Ben Aaronovitch Website
ISFDB Bibliography
SF Site Review: Rivers of London
SF Site Review: Rivers of London

Past Feature Reviews
A review by Nathan Brazil

'The world was different before the war,' he said. 'We didn't have this instantaneous access to information that your generation has. The world was a bigger, more mysterious place -- we still dreamed of secret caves in the Mountains of the Moon, and tiger hunting in the Punjab.'

When all the map was pink, I thought. When every boy expected his own adventure and girls had not yet been invented.'

Moon Over Soho is the second novel to feature British Detective Constable Peter Grant, the UK's only trainee wizard. Those who picked up on the first novel, Rivers of London, will know that Grant's department, the Folly, has a staff of two policemen, and a female creature of indeterminate supernature. This time around, DC Grant and colleagues are on the trail of, wait for it, Jazz Vampires!

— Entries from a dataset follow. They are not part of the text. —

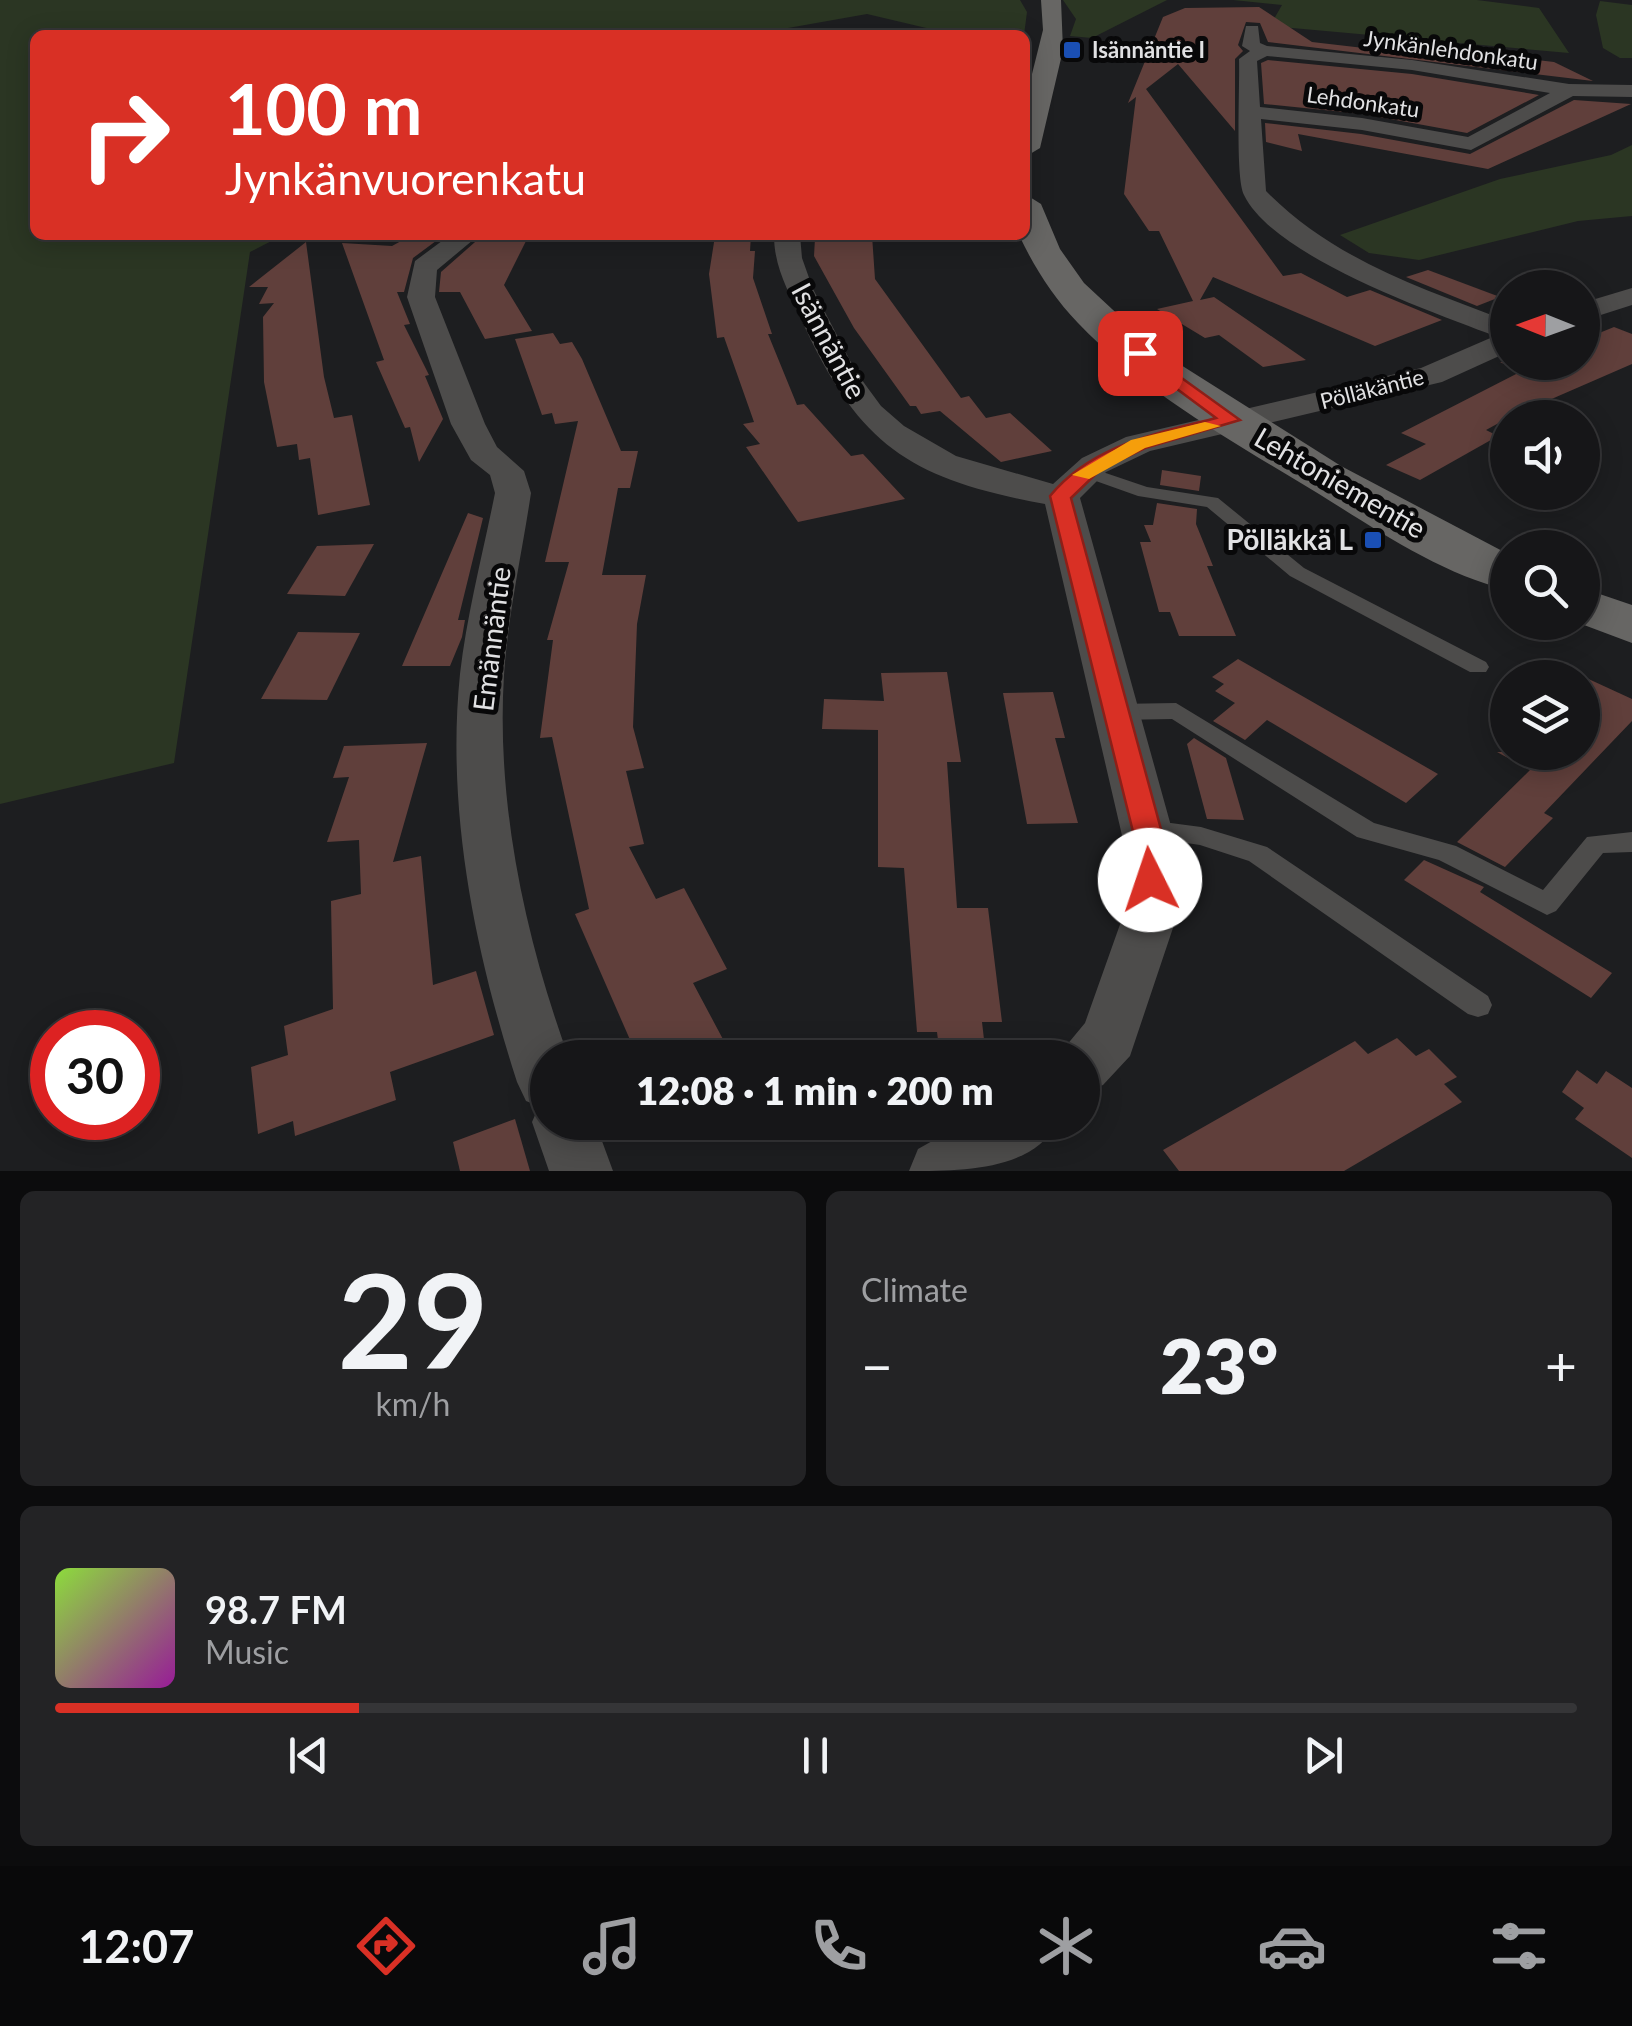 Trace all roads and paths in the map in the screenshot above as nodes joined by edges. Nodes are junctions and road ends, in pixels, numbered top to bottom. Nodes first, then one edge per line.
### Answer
1 (1051, 0) edge
2 (1252, 29) dead end
3 (1264, 52) junction
4 (1034, 80) edge
5 (1569, 90) junction
6 (1632, 91) edge
7 (1030, 107) edge
8 (1248, 112) junction
9 (1030, 224) edge
10 (460, 240) edge
11 (787, 240) edge
12 (1632, 296) edge
13 (1600, 307) edge
14 (1490, 324) edge
15 (1490, 349) edge
16 (1231, 420) junction
17 (1073, 484) junction
18 (1490, 565) edge
19 (1600, 613) edge
20 (1632, 625) edge
21 (1478, 666) dead end
22 (1114, 712) junction
23 (1146, 828) junction
24 (1632, 842) edge
25 (1478, 1005) dead end
26 (536, 1040) edge
27 (1100, 1048) edge
28 (570, 1140) edge
29 (996, 1140) edge
30 (581, 1171) edge
31 (942, 1171) edge

1 - 4 main road
2 - 3 street
3 - 5 street, Jynkänlehdonkatu
3 - 8 street
4 - 7 main road
5 - 6 street, Jynkänlehdonkatu
5 - 8 street, Lehdonkatu
8 - 14 street
9 - 16 main road, Lehtoniementie
10 - 26 street, Emännäntie
11 - 17 street, Isännäntie
12 - 13 street
15 - 16 street, Pölläkäntie
16 - 17 street, Pölläkäntie
16 - 18 main road, Lehtoniementie
17 - 21 lane
17 - 22 street
19 - 20 main road
22 - 23 street
22 - 24 lane
23 - 25 lane
23 - 27 street
28 - 30 street
29 - 31 street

Moon Over Soho begins with the death of Cyrus Wilkinson, a part-time jazz saxophonist and full-time accountant, who apparently has a heart-attack just after a gig. From very early on it is clear that Ben Aaronovitch is completely immersed in his world, and has a firm image of his characters. The main plot, again presented in the first person, has many angles that artfully mesh with complimentary asides. Aaronovitch is sparing in his use of DCI Thomas Nightingale, Grant's immediate superior and the last fully trained wizard in the Met. We're spoon fed bits of Nightingale's fascinating back story, and intentionally left wanting more. Similarly, Grant's friend and sometime colleague, DC Lesley May, returns as a sympathetic character, still badly damaged by magic, but not beaten. Discovering that magic can't necessarily fix what magic broke is a heartbreaking touch of realism. Had it been a case of a quick solution in the style of Harry Potter or Sooty, the careful credibility the author is building would have suffered. Magic, in Peter Grant's world can be spectacular, but its often understated and always mysterious. In Lesley's tragic case, Grant sums it up with a simple explanation that a burn isn't fixed with more fire. Yet, very subtly, Aaronovitch later teases the slim possibility of salvation when he shows us how a severely wounded magical character finds a way to regenerate physical damage. The plot rambles along nicely, loaded with quirks and word play that are as distinctly English as The Kinks. The very idea of Jazz Vampires may seem absurd, but their feeding off beauty turns out to be a refreshing take on what a vampire is, and what that kind of need dictates. We also get several hints as to something darker, deeper, and much larger than the local problems Grant and Nightingale have been dealing with thus far. Add to this a magical bad guy, who in the best traditions of The Sweeney, evades the long arm of the law, and the cliffhanger ending sets us up nicely for book three, Whispers Under Ground.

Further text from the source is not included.